Coming in the week after Mother's Day, this column was going to be an ode to all mothers, but in particular my partner's 92-year-old mom.
My plan was to chat with her during Mother's Day brunch and garner sage advice from this British-born matriarch, who retains a keen sense of humour and has witnessed almost a century of progress. Unfortunately my plan didn't factor in how much work it would be keeping my twoyear-old grandson amused in a packed restaurant. So instead, this column is dedicated to the mothers of toddlers. I salute you.
My son and grandson live on Vancouver Island, and because I don't see enough of them, I jumped at the chance to babysit my grandson when my son, who's in his 20s, wanted to celebrate his birthday with Vancouver friends. It was a win-win for all involved. It was also a swift reminder of how far out of the loop I've come in parenting a toddler.
Challenge number one was the car seat. We usually throw it in the trunk of the car and let my son install it when he arrives off the ferry, but this time we decided we should master the skill. Did I mention my partner is a retired engineer? How hard could it be? So we got the car seat out of storage and with instructions in hand wrestled it into the back seat.
Home from the ferry, it was time for a walk. This was when I began to realize how long it had been since I lived with a toddler and made the classic grandma mistake of giving him a fruit juice freezie to eat along our walk. My grandson was struggling to get the frozen juice from the bottom of the freezie to the top, and I offered a hand along the way. Soon both my hands and his were covered in grape juice. That's when the big friendly dog loped over, much to my grandson's delight, and he immediately started petting the pooch with his sticky fingers. So now we had a big, sticky, hairy mess to contend with and I hadn't brought so much as a tissue. Shortly thereafter, my grandson sneezed. It wasn't pretty.

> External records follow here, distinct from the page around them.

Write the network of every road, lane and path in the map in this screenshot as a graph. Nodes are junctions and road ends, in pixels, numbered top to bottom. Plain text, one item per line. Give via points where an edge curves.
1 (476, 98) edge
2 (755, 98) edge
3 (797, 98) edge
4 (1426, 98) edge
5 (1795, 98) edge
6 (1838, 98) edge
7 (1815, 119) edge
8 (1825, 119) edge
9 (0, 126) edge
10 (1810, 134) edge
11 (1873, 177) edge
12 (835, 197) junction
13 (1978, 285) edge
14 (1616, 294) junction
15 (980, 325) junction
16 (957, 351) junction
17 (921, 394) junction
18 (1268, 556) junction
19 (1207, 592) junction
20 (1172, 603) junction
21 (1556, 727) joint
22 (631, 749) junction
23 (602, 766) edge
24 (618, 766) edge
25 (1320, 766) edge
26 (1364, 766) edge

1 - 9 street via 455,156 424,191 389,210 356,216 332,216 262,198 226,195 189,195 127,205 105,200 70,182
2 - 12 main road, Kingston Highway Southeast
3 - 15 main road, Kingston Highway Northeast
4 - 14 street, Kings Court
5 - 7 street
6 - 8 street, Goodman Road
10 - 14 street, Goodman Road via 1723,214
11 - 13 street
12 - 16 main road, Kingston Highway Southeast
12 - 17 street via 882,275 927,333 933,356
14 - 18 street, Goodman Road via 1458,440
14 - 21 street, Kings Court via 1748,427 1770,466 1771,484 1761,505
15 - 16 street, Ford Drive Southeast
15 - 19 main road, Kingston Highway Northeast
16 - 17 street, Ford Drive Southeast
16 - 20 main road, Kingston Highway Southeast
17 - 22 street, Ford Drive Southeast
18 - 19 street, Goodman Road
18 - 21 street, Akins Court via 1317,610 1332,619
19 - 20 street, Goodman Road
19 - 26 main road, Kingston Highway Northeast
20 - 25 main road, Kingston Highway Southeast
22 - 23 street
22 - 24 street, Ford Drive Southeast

Five minutes into our walk, we were both a big, sticky, hairy, snotty mess in search of a washroom. Rescue came at a washroom by way of a nearby restaurant where we grabbed a bite.
Later that night, with my son out for the evening, it was time for bath, bed and storytime. Not wanting my grandson to wake up scared, I slept in the spare room with him where all was well until he woke up around midnight looking for "my cup." When I gave him his cup, he wailed, "OTHER CUP!" which left me confused. Long story short, it took almost three hours to get him back to sleep, which made for a cranky toddler the next morning as we prepared to head out for Mother's Day brunch.
Me: "Come on, let's get you dressed."
That routine carried on for a while, but my grandson's typically sunny disposition soon returned and we headed off for brunch. Thanks to Mother's Day, the restaurant we chose was packed and it took almost two hours for us to be seated and served. My grandson was so hungry by then he made quick work of his lunch. Then it was off to pick up daddy and drive him and my grandson back to the ferry.
My son presented me with a set of bamboo bath products beautifully wrapped in bright green tissue paper, and it was a lovely Mother's Day moment. Seconds later my grandson announced, "My tummy hurts," followed shortly thereafter with projectile vomiting. This was too big a job for the tissue I had finally remembered to put in my purse, so instead I grabbed the closest thing I could find to paper towel-the bright green tissue paper from my present.
Then it was back home for a bath, change of clothes and a hosing down of the car seat. Regrouped, we headed out for a later ferry. All went well. The visit was a definite reminder of how much work a toddler is and-coming from a mother-how much they're worth it.